En ese escenario, la Gobernación del Atlántico presentó una de sus apuestas más representativas: Ruta 23, una experiencia creada para mostrar los sabores, tradiciones y expresiones culturales de los 23 territorios del departamento.
El stand, inspirado en un invernadero tropical y en la colección «Santuario», combinó gastronomía, artesanías, naturaleza e identidad regional. Flores, aves, frutas y plantas medicinales compartieron espacio con piezas elaboradas en fique, iraca y tusa.
La propuesta buscó demostrar que detrás de cada plato existe mucho más que una receta: hay productores, cocineros, artesanos y comunidades que conservan conocimientos transmitidos de generación en generación.

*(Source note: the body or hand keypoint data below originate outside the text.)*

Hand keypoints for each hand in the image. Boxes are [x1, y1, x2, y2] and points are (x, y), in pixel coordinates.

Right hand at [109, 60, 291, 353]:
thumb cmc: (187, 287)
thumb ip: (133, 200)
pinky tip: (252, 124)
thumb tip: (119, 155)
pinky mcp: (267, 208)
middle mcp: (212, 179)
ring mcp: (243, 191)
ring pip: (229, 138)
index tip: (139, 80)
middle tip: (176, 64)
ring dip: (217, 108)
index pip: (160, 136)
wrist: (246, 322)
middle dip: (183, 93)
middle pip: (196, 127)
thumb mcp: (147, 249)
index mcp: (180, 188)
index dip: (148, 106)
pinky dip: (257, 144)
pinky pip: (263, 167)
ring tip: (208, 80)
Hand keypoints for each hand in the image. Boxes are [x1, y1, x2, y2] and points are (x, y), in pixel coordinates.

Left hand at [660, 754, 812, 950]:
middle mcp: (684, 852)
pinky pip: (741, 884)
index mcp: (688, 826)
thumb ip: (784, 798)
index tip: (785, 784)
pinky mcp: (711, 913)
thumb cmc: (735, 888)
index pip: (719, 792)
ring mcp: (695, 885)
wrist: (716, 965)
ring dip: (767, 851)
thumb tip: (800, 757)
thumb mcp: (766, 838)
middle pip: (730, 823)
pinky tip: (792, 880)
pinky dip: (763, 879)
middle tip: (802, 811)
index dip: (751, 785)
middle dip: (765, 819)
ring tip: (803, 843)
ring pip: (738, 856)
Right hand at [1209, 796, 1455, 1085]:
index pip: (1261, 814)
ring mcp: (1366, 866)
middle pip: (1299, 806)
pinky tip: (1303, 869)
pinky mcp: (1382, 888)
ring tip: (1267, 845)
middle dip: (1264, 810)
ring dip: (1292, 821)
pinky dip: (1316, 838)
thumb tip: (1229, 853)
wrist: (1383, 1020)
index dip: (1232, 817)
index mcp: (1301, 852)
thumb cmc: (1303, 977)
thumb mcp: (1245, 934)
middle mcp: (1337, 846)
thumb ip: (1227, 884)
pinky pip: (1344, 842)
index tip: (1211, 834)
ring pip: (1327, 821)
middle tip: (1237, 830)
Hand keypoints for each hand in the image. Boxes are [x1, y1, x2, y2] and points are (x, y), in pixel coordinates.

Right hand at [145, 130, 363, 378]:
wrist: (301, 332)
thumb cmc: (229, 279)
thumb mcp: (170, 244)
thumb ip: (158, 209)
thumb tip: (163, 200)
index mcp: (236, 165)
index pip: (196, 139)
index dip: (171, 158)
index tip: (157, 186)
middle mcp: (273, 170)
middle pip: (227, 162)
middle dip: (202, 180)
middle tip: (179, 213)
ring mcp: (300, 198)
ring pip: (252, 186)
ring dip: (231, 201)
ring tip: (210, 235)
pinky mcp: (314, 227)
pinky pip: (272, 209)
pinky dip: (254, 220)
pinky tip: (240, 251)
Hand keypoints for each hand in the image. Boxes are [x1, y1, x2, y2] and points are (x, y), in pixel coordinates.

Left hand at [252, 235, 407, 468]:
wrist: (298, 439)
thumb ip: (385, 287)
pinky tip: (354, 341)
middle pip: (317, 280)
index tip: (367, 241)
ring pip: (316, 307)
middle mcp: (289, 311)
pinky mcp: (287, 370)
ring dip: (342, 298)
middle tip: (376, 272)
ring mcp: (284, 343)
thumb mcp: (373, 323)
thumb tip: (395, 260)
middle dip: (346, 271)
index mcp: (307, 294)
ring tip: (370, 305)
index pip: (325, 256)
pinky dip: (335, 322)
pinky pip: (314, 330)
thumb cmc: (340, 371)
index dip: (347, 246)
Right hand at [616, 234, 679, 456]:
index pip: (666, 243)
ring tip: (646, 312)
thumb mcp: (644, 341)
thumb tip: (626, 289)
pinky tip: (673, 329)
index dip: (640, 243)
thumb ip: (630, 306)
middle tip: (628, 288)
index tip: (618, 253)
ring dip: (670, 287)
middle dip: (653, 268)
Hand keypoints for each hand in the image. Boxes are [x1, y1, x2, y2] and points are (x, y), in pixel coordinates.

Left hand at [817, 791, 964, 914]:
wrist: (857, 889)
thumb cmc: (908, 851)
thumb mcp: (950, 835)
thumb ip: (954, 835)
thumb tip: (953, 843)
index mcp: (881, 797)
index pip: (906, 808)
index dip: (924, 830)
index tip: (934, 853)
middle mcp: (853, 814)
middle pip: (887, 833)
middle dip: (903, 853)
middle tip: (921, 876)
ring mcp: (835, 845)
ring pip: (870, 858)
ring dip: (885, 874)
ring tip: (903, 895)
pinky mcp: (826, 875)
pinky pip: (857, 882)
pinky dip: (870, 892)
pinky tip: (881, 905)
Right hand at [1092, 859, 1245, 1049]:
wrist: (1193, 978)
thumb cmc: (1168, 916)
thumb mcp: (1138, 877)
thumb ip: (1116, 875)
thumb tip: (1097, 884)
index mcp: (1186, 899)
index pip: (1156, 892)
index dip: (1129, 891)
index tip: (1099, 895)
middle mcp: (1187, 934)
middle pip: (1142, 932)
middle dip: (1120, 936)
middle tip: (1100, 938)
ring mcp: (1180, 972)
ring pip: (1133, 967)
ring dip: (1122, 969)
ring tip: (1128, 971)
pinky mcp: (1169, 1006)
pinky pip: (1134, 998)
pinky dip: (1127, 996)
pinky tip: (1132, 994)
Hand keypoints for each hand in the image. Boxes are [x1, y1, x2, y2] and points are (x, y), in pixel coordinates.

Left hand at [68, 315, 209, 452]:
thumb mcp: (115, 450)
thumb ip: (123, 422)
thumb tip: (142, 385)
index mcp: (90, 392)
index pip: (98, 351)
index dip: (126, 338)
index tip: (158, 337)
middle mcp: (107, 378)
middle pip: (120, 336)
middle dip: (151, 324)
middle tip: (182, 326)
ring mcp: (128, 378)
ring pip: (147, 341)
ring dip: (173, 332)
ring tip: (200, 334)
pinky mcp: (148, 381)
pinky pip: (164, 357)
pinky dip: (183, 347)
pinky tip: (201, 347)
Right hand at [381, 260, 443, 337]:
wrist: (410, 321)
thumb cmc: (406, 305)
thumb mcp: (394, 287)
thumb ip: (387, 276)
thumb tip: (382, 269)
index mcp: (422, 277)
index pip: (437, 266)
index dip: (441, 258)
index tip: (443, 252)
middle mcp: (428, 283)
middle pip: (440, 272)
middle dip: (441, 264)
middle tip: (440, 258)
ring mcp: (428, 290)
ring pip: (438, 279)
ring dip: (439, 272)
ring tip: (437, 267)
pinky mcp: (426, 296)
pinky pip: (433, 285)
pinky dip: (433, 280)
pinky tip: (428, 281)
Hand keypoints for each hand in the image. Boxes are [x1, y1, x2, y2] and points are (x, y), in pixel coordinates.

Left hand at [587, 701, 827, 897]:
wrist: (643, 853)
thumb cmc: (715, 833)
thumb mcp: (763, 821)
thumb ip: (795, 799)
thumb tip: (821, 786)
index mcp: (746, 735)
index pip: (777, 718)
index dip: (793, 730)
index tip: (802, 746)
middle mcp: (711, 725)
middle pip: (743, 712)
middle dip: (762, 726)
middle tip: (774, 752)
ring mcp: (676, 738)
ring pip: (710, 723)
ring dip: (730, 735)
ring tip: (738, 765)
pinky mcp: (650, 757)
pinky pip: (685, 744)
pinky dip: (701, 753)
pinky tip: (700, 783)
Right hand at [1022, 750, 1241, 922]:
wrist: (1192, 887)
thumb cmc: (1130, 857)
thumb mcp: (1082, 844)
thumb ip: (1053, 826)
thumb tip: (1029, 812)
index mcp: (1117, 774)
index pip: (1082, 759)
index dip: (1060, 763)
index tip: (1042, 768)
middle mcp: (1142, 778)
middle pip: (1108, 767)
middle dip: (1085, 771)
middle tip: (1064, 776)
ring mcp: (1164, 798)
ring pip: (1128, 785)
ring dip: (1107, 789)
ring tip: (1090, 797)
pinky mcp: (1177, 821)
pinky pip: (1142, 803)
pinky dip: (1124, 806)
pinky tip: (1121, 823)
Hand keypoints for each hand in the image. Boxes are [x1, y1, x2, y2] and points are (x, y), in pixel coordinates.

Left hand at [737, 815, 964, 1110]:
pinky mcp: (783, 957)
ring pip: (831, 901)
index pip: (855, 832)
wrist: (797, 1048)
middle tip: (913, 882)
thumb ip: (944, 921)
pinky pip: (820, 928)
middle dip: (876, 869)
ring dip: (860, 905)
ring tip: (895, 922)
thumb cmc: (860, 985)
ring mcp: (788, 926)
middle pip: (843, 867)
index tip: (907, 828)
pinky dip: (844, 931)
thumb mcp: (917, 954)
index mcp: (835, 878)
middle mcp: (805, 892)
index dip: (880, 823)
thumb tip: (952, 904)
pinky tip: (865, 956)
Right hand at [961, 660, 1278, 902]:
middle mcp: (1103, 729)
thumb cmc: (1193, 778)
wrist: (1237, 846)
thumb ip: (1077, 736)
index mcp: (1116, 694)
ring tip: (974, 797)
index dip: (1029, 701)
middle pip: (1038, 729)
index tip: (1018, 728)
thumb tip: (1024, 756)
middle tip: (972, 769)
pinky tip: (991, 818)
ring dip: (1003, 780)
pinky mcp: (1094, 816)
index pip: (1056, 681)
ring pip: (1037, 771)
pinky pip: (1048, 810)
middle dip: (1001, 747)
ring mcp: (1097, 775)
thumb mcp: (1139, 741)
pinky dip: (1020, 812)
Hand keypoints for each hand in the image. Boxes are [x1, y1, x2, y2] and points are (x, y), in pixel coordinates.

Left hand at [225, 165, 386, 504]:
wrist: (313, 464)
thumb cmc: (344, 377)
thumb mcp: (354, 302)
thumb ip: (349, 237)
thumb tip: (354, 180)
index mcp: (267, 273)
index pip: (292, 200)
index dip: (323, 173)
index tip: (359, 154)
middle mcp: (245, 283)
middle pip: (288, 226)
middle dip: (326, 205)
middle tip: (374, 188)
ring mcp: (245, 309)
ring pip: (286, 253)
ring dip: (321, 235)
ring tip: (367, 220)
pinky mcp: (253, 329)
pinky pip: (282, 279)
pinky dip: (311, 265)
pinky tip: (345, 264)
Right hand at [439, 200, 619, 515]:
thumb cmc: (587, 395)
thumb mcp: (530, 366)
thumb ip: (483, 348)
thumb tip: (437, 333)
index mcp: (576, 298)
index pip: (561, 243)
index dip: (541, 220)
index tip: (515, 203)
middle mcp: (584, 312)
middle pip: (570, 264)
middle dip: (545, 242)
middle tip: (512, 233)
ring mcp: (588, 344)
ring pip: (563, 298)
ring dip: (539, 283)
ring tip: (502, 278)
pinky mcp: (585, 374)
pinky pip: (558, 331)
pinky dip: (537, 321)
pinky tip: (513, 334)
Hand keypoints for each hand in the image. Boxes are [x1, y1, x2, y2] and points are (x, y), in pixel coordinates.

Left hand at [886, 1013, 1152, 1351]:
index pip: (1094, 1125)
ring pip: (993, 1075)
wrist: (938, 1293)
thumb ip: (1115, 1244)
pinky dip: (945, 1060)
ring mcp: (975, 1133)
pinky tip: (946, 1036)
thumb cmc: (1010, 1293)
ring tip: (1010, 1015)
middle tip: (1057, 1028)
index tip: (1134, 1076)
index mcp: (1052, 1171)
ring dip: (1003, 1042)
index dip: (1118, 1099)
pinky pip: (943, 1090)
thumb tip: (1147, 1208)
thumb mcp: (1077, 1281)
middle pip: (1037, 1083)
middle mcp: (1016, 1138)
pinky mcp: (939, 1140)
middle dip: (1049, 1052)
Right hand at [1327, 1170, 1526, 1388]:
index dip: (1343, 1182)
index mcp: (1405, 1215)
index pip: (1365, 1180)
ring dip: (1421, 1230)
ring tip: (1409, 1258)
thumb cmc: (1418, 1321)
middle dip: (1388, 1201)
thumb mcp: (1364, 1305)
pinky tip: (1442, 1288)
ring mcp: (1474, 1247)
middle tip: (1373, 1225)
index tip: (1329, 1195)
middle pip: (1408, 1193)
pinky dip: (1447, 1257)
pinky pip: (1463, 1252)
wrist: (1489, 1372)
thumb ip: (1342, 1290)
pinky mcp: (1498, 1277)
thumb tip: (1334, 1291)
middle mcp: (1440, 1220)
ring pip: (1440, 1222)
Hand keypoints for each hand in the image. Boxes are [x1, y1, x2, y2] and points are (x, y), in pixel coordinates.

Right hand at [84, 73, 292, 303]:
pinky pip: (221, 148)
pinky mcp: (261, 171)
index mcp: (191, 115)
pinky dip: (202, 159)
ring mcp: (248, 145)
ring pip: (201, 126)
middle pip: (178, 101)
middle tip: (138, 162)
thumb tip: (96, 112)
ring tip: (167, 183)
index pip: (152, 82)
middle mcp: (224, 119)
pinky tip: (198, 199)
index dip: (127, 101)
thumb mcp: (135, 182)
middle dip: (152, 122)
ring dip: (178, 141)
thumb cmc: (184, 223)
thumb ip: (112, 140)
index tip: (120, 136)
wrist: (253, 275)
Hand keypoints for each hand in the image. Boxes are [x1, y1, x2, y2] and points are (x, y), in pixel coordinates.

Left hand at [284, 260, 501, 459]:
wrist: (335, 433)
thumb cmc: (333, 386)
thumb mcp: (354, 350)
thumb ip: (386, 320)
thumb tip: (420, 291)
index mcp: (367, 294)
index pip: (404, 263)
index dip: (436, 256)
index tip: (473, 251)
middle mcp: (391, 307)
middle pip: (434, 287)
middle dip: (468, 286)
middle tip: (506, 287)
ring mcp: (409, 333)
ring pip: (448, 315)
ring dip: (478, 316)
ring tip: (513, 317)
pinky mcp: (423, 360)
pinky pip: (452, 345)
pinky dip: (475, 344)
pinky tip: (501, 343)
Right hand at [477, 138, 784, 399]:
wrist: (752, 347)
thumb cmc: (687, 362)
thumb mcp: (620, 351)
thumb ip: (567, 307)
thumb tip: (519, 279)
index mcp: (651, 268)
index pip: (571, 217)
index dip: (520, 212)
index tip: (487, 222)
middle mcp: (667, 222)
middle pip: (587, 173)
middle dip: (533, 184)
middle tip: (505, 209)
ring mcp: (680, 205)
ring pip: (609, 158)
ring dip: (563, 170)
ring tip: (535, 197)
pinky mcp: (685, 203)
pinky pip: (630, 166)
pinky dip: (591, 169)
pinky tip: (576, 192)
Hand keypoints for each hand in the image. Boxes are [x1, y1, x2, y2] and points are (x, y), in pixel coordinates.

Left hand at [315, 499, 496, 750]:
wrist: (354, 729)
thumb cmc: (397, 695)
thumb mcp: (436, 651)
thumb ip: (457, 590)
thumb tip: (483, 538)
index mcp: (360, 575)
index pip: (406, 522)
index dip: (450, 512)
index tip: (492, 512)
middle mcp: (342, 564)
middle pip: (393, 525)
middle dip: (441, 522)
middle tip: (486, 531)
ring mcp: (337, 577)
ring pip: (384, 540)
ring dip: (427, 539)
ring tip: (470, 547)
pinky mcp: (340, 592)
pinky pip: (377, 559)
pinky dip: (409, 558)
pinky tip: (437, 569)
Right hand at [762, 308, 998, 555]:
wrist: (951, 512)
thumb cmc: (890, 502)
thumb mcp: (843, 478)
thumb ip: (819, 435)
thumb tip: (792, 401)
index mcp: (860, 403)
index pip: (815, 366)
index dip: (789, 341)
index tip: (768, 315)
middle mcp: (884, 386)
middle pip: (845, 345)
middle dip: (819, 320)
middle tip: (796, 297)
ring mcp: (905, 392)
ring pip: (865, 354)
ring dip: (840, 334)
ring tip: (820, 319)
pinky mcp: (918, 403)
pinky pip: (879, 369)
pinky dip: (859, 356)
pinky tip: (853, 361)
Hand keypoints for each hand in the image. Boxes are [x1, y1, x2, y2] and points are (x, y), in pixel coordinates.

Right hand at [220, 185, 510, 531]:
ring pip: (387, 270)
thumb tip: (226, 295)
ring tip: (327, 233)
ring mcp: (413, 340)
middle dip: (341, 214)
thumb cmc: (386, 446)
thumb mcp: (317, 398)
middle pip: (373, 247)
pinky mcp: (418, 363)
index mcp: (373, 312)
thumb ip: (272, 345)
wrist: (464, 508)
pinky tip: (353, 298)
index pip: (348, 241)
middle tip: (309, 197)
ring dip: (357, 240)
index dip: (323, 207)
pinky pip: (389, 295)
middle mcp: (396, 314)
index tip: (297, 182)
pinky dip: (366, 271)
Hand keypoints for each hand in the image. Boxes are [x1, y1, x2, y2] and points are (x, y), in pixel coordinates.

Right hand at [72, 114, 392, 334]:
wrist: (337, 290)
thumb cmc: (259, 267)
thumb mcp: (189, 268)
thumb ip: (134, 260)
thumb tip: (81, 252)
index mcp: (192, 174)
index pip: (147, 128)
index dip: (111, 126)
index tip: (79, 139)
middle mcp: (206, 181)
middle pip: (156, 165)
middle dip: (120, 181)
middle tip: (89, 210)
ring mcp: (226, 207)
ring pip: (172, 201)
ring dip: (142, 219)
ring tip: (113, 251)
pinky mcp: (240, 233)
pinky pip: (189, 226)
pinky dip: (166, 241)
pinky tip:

Uno de los momentos destacados fue la presentación de ‘Fogones y fiestas: la cocina viva del Atlántico’, publicación que reúne la memoria gastronómica de los 23 territorios del departamento y rescata sus recetas, ingredientes y tradiciones.
El balance de la participación departamental, por eso, va más allá de las cifras de la feria. Ruta 23 permitió convertir la gastronomía en una herramienta de promoción turística, cultural y económica, llevando al público una muestra del Atlántico que nace en sus municipios y llega hasta las mesas.
Ahora queda el reto de que esa vitrina se traduzca en más visitantes a los territorios, nuevos mercados para productores y artesanos y mayores oportunidades para quienes mantienen vivas las tradiciones.

Porque en el Atlántico, cada sabor cuenta una historia. Y en Sabor Barranquilla 2026, el departamento tuvo la oportunidad de contarla ante miles de visitantes.